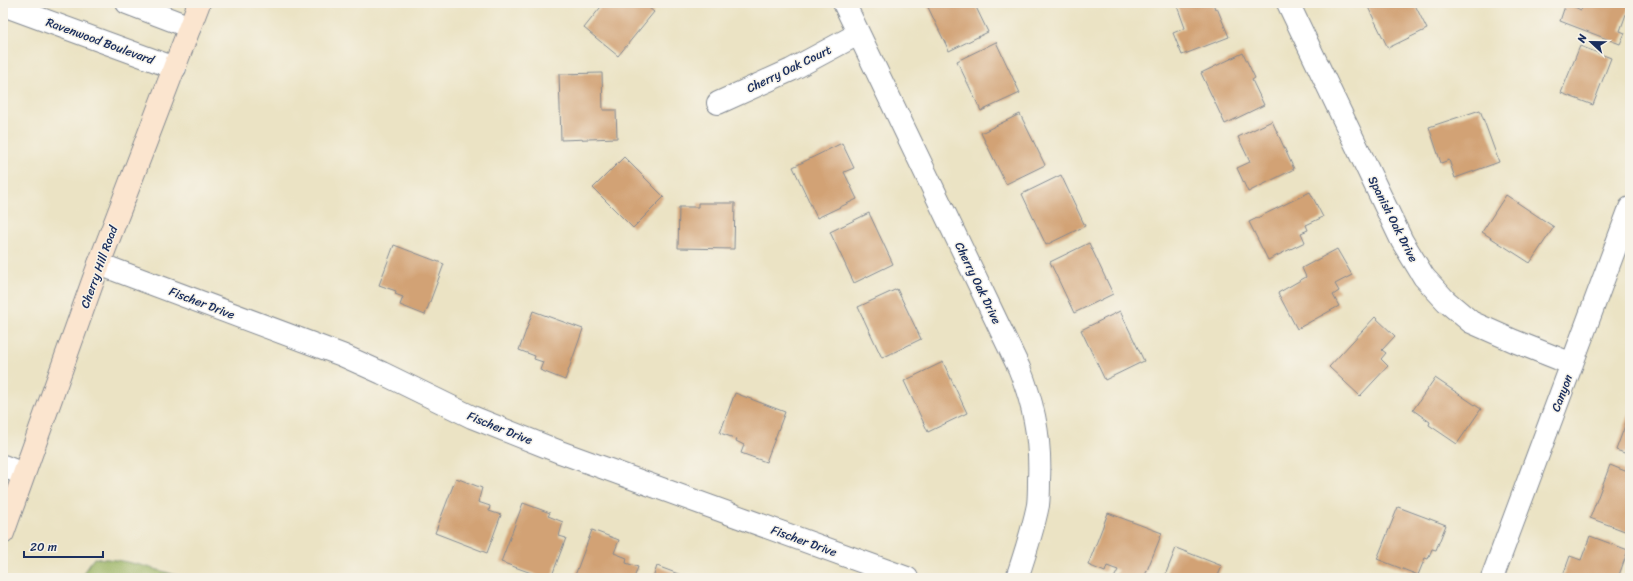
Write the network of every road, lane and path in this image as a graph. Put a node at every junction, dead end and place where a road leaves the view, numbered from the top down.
1 (127, 3) edge
2 (199, 3) edge
3 (844, 3) edge
4 (1288, 3) edge
5 (3, 5) edge
6 (190, 27) junction
7 (858, 34) junction
8 (175, 68) junction
9 (718, 103) dead end
10 (1630, 208) edge
11 (100, 264) junction
12 (1572, 364) junction
13 (3, 466) edge
14 (23, 474) junction
15 (3, 533) edge
16 (907, 578) edge
17 (1016, 578) edge
18 (1492, 578) edge

1 - 6 street
2 - 6 main road, Cherry Hill Road
3 - 7 street, Cherry Oak Drive
4 - 12 street, Spanish Oak Drive
5 - 8 street, Ravenwood Boulevard
6 - 8 main road, Cherry Hill Road
7 - 9 street, Cherry Oak Court
7 - 17 street, Cherry Oak Drive
8 - 11 main road, Cherry Hill Road
10 - 12 street, Canyon
11 - 14 main road, Cherry Hill Road
11 - 16 street, Fischer Drive
12 - 18 street, Canyon
13 - 14 street
14 - 15 main road, Cherry Hill Road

= = =

> [Task item]: Could you retype every line above exactly as it appears, skipping the pictures?

> [Exercise solution]:
Write the network of every road, lane and path in this image as a graph. Put a node at every junction, dead end and place where a road leaves the view, numbered from the top down.
1 (127, 3) edge
2 (199, 3) edge
3 (844, 3) edge
4 (1288, 3) edge
5 (3, 5) edge
6 (190, 27) junction
7 (858, 34) junction
8 (175, 68) junction
9 (718, 103) dead end
10 (1630, 208) edge
11 (100, 264) junction
12 (1572, 364) junction
13 (3, 466) edge
14 (23, 474) junction
15 (3, 533) edge
16 (907, 578) edge
17 (1016, 578) edge
18 (1492, 578) edge

1 - 6 street
2 - 6 main road, Cherry Hill Road
3 - 7 street, Cherry Oak Drive
4 - 12 street, Spanish Oak Drive
5 - 8 street, Ravenwood Boulevard
6 - 8 main road, Cherry Hill Road
7 - 9 street, Cherry Oak Court
7 - 17 street, Cherry Oak Drive
8 - 11 main road, Cherry Hill Road
10 - 12 street, Canyon
11 - 14 main road, Cherry Hill Road
11 - 16 street, Fischer Drive
12 - 18 street, Canyon
13 - 14 street
14 - 15 main road, Cherry Hill Road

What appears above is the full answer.